Pull every line containing "fillStyle" from the listing below.

☆ ☆ ☆ ☆ ☆

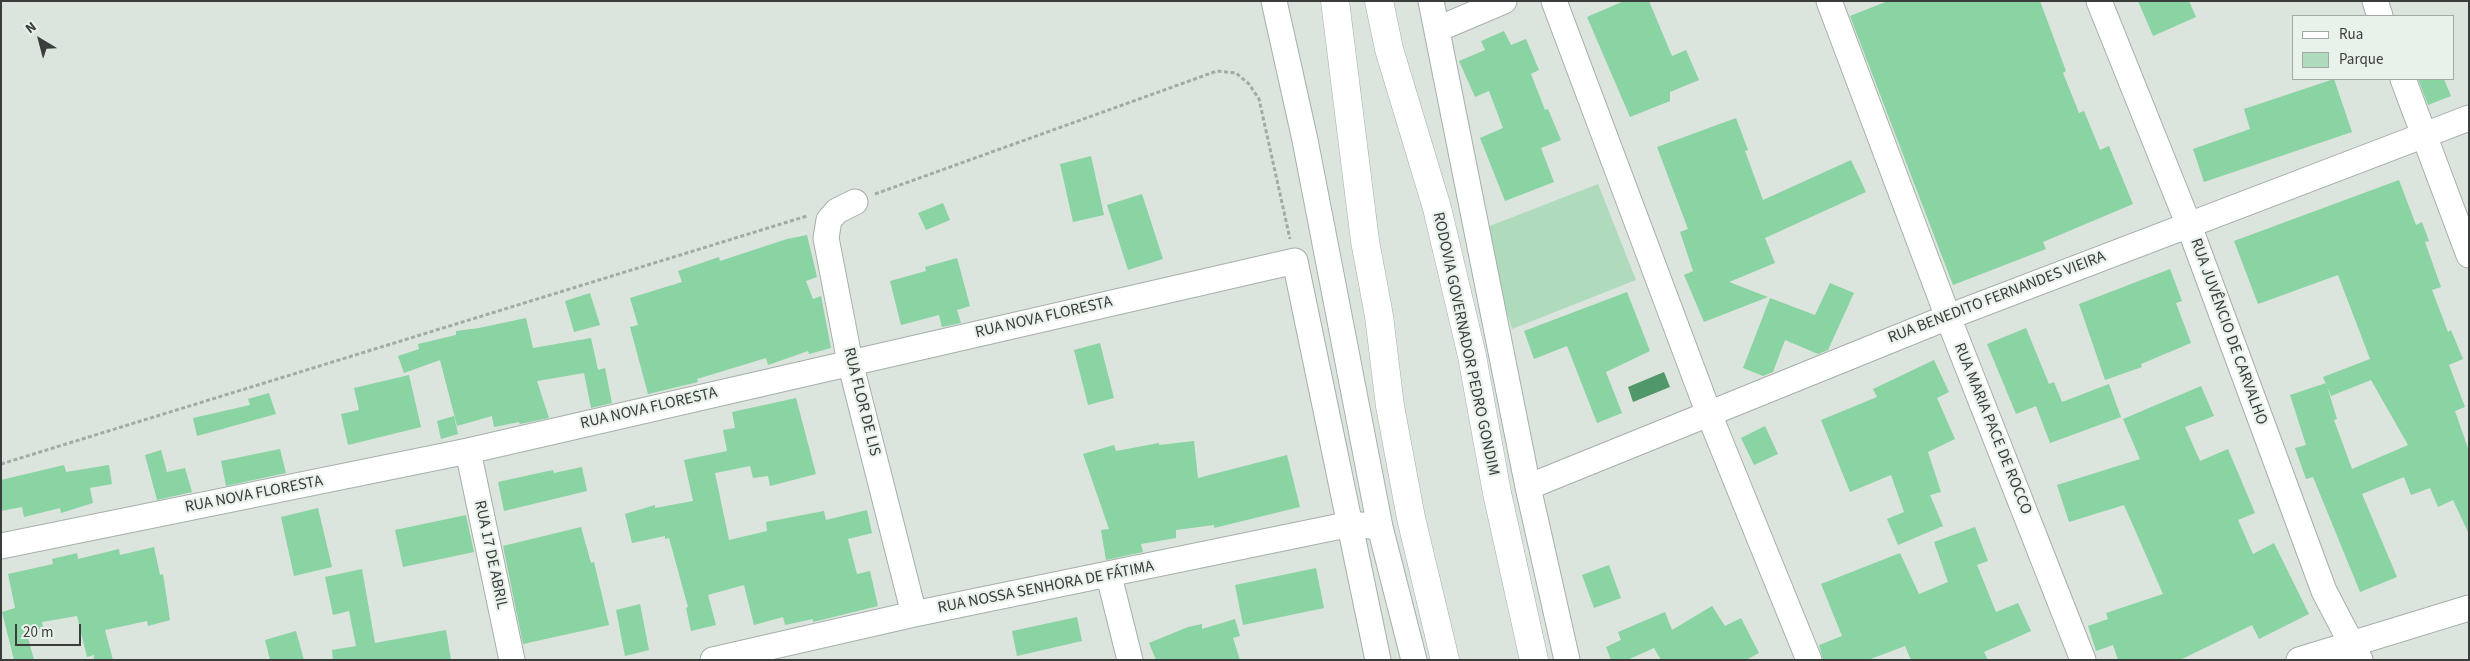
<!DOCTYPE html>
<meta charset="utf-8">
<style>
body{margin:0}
#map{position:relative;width:2470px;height:661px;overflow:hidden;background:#dbe4dd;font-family:"Source Sans 3",sans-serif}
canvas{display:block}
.frame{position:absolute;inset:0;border:2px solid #3a3d3b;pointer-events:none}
.legend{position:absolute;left:2292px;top:15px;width:162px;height:65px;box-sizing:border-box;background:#e8f1ea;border:1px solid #a2a9a4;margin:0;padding:6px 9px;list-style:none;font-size:15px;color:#3a3d3b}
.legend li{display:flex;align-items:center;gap:10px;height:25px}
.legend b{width:25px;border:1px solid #a2a9a4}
.north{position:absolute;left:15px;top:15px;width:50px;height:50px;-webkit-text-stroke:4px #e8f1ea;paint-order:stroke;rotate:323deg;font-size:14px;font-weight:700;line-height:20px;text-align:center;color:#3a3d3b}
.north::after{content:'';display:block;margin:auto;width:18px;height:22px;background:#3a3d3b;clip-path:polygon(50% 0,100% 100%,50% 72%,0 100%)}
.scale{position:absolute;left:15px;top:624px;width:66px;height:22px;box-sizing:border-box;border:2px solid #3a3d3b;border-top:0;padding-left:6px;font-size:15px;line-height:18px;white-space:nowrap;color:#3a3d3b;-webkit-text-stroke:4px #e8f1ea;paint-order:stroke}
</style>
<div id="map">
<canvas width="2470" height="661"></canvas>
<div class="frame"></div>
<ul class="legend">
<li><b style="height:6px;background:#fff"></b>Rua</li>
<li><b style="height:14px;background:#afdbbc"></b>Parque</li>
</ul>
<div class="north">N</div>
<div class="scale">20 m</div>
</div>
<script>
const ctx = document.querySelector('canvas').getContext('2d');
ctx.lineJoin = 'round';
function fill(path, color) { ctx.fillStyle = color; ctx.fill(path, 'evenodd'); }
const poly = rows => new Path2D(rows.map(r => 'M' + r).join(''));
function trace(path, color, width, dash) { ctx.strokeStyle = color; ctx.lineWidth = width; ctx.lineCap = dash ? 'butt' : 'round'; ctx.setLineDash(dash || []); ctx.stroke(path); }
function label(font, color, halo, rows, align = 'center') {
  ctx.font = font + ' "Source Sans 3",sans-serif'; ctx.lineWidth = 4.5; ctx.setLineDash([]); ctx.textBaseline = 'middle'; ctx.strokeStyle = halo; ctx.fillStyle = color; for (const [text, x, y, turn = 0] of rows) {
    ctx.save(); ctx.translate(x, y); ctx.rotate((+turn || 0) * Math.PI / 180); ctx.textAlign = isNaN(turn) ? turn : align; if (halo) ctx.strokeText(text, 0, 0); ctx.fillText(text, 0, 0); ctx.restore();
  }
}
fill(poly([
 [1598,184,1636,280,1512,329,1482,229]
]), '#afdbbc');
fill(poly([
 [1664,372,1670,387,1633,402,1628,387]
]), '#50986a');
fill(poly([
 [1624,1,1649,1,1672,56,1686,50,1699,80,1670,92,1670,101,1630,117,1587,17],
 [1888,1,2040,1,2066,71,2063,73,2079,113,2084,111,2100,150,2109,146,2133,204,2043,242,2046,249,1953,285,1850,16],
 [2138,1,2189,1,2196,17,2153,36],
 [1504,31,1511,45,1526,39,1539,70,1531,74,1545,110,1548,109,1561,140,1541,148,1554,182,1505,201,1480,138,1503,128,1489,91,1475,97,1459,61,1485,50,1481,41],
 [2334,79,2352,132,2204,182,2193,149,2250,129,2244,109],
 [2418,79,2444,79,2451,96,2428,105],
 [1736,118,1748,150,1745,151,1763,200,1851,160,1866,192,1765,238,1775,263,1729,282,1768,297,1704,322,1684,275,1693,271,1680,232,1688,229,1657,147],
 [1091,156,1104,215,1073,222,1060,164],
 [2399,180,2416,225,2422,222,2429,241,2425,242,2441,287,2432,290,2448,332,2451,330,2463,359,2449,365,2465,407,2455,411,2469,451,2469,534,2453,500,2438,507,2430,488,2411,495,2404,477,2362,494,2397,577,2360,592,2313,477,2306,479,2295,448,2306,445,2290,395,2326,383,2337,419,2334,420,2352,469,2408,445,2371,380,2331,396,2323,377,2370,359,2338,275,2258,304,2234,241],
 [1142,194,1163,259,1128,270,1107,205],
 [943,203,950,220,926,230,918,213],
 [807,235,817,277,806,281,813,299,821,296,831,348,809,354,808,351,768,365,766,358,697,379,698,382,648,394,630,327,638,325,630,298,682,282,678,271,719,257,720,261,787,239],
 [957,258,970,306,957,310,961,323,942,327,939,315,901,325,890,281,926,271,925,267],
 [2170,269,2182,301,2176,303,2191,343,2141,364,2142,367,2105,380,2079,304],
 [1830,283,1854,293,1828,350,1818,354,1785,340,1773,372,1763,376,1743,368,1770,298,1815,315],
 [1627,292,1650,351,1606,372,1622,413,1597,423,1567,346,1534,359,1524,331],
 [590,293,600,325,574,332,565,301],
 [526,318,533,348,591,338,598,370,605,368,612,403,591,408,584,373,537,381,549,418,520,424,519,422,494,427,492,416,457,426,440,360,404,373,398,356,419,349,418,344,456,335,456,331,479,328],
 [2026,328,2049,384,2054,382,2062,402,2109,384,2121,417,2050,443,2036,406,2016,414,1987,344],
 [1100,343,1114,398,1088,405,1074,350],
 [1934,360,1949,392,1937,398,1955,439,1928,452,1941,492,1930,495,1943,526,1898,545,1887,519,1904,512,1891,475,1850,492,1821,420,1877,397,1873,389],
 [409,375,421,427,348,445,341,414,359,410,354,388],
 [2201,386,2214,416,2185,427,2200,461,2228,449,2255,513,2238,520,2253,554,2274,543,2309,614,2259,639,2252,625,2180,660,2118,660,2113,645,2096,651,2088,626,2108,619,2106,613,2163,594,2124,505,2069,522,2057,485,2140,459,2123,419],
 [269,393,276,414,197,436,193,418,250,405,248,399],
 [796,398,816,474,770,486,768,476,753,478,750,466,715,473,729,540,767,531,766,522,824,511,826,520,867,510,872,533,848,539,857,574,870,571,878,606,813,622,813,619,785,625,783,617,754,625,744,585,708,595,716,625,691,631,686,608,688,607,669,538,665,539,665,536,632,543,625,514,655,505,655,508,693,501,684,460,727,451,723,430,735,428,732,412],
 [454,416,458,434,441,439,437,421],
 [1765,426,1778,454,1754,465,1741,438],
 [1194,441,1198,478,1287,455,1300,507,1214,528,1214,525,1176,530,1176,538,1141,544,1143,552,1106,560,1101,530,1109,529,1083,454,1114,445,1116,451,1159,443,1159,445],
 [280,449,286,473,226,486,221,461],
 [161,450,167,472,185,468,192,492,157,500,145,455],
 [64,465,66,472,109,465,112,484,90,488,93,503,61,513,60,508,24,517,22,507,1,511,1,480],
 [582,467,587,491,504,511,498,482,553,470,554,473],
 [318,508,332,567,294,576,281,517],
 [466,515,474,552,403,567,395,530],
 [581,527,591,563,594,562,609,625,523,644,503,546],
 [1975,527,1988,561,1977,565,1996,612,2018,603,2031,631,1984,652,1988,660,1911,660,1905,646,1868,660,1823,660,1819,645,1842,636,1821,584,1900,553,1919,594,1948,582,1934,542],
 [154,547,160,575,163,574,170,620,148,626,147,621,105,630,113,660,94,660,94,655,87,657,77,616,42,622,43,628,27,634,34,660,14,660,2,612,15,608,8,574,53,564,52,559,77,553,78,559,119,549,120,555],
 [1609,565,1621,598,1594,608,1582,575],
 [1316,568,1324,608,1243,625,1235,585],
 [362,569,375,643,446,630,451,660,333,660,332,650,356,646,349,611,333,615,325,577],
 [640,604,649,650,625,656,616,610],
 [1712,606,1725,626,1741,618,1759,653,1746,660,1661,660,1654,648,1627,660,1611,660,1606,647,1621,640,1618,632,1665,612,1672,630],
 [1077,617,1082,641,1017,656,1012,631],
 [1235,619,1240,636,1233,638,1240,660,1156,660,1149,643,1188,627,1202,624,1202,629],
 [296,631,304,660,270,660,265,640]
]), '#8ad3a2');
const minor = poly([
 [1274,1,1305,140,1380,527,1414,660],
 [1431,1,1528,487,1567,660],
 [1554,1,1709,414,1809,660],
 [1829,1,1948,317,2083,660],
 [2099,1,2188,223,2324,591,2360,660],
 [2375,1,2380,16],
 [1438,29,1504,1],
 [2403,79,2469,255],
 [855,202,837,211,829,220,826,238,850,362,914,614],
 [468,451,512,660],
 [1528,487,1948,317,2469,118],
 [1,546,468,451,1295,261,1378,660],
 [1109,576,1130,660],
 [713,660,914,614,1351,524,1380,527],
 [2299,660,2469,608]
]);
const highway = poly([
 [1335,1,1365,241,1379,316,1390,406,1411,518,1445,660],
 [1379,1,1389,49,1437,208,1472,356,1497,493,1534,660]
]);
trace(minor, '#a6afa9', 27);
trace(highway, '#a6afa9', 29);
trace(poly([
 [875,194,1217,71,1236,73,1249,84,1259,99,1290,239],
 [1,464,807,216]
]), '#a3aaa5', 3, [4, 2.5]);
trace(minor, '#fff', 25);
trace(highway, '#fff', 28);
label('16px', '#3a3d3b', '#e8f1ea', [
 ["RUA BENEDITO FERNANDES VIEIRA",1997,298,-21],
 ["RUA NOVA FLORESTA",1044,318,-13],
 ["RUA JUVÊNCIO DE CARVALHO",2228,332,70],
 ["RODOVIA GOVERNADOR PEDRO GONDIM",1465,344,78],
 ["RUA FLOR DE LIS",861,402,76],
 ["RUA NOVA FLORESTA",649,409,-13],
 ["RUA MARIA PACE DE ROCCO",1992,429,68],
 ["RUA NOVA FLORESTA",254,495,-11],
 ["RUA 17 DE ABRIL",490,555,78],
 ["RUA NOSSA SENHORA DE FÁTIMA",1046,588,-11]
]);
</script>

☆ ☆ ☆ ☆ ☆

**SOLUTION TO THE PROBLEM:**
function fill(path, color) { ctx.fillStyle = color; ctx.fill(path, 'evenodd'); }
  ctx.font = font + ' "Source Sans 3",sans-serif'; ctx.lineWidth = 4.5; ctx.setLineDash([]); ctx.textBaseline = 'middle'; ctx.strokeStyle = halo; ctx.fillStyle = color; for (const [text, x, y, turn = 0] of rows) {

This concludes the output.